The availability of a low-power, tiny core for sensors and devices may accelerate the growth of a world where everything is intelligent and connected. In fact, Machina Research, a machine-to-machine advisory group, predicts that within the next eight years, the number of connected devices will top 50 billion worldwide. That prediction was made before the Intel announcement, which could drive the numbers higher more quickly.

The world envisioned by Machina, and likely now Intel, sees sensors and processors inside almost everything, from doors that report how many times they are opened to streetlights that can detect faulty bulbs to roads that know when potholes are forming. Many of these devices will be able to take some type of actions on their own, like ordering supplies or even making repairs without the need for human intervention. They will communicate with one another using sparse data in the form of machine-to-machine (M2M) code. And it looks like that intelligent back end could be powered by the new Quark chips.

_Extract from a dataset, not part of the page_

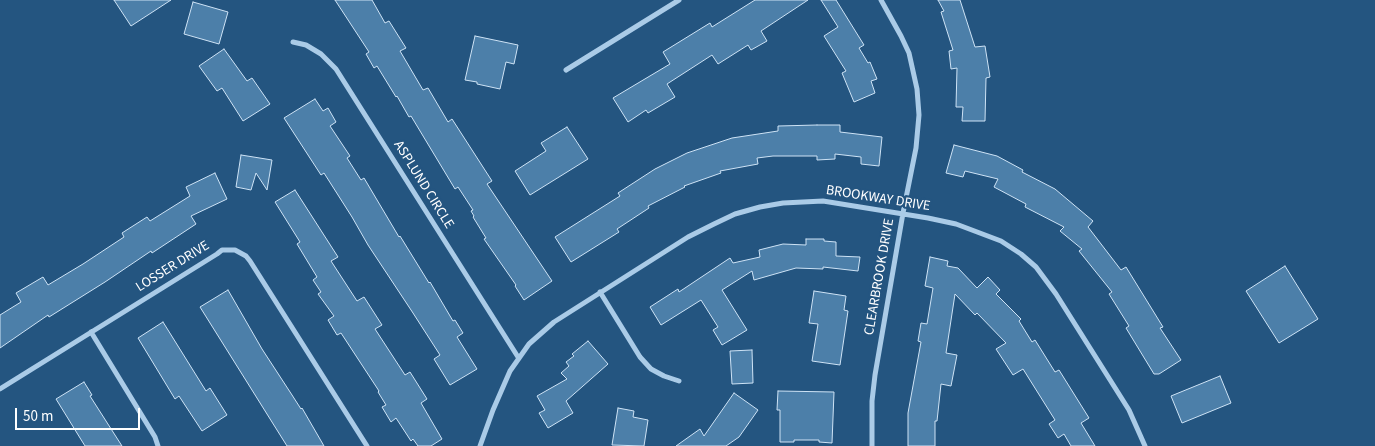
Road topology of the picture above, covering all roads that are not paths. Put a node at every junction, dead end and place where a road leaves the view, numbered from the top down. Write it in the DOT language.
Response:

Many of these intelligent sensors could one day find their way into government service, where they might become part of creating smarter places to live and work. Intel is partnering with the cities of Dublin and London to build a reference solution that could revolutionize urban management, providing citizens with better cities and improved municipal services with lower costs.

"It's one thing to install computing power in billions of smart objects," said Intel President Renée James. "What we're doing is harder — making powerful computing solutions that turn data to wisdom and search for answers to the world's most complex problems like cancer care.."

The Intel effort to push into this area could certainly make smart cities a reality more quickly, though other companies like ARM have been working with tiny computing devices and already have chips installed inside millions of microcontrollers.

In any case, the world where machines can interact with each other, take actions and even heal themselves without human help is coming. This week's events may just accelerate the transformation.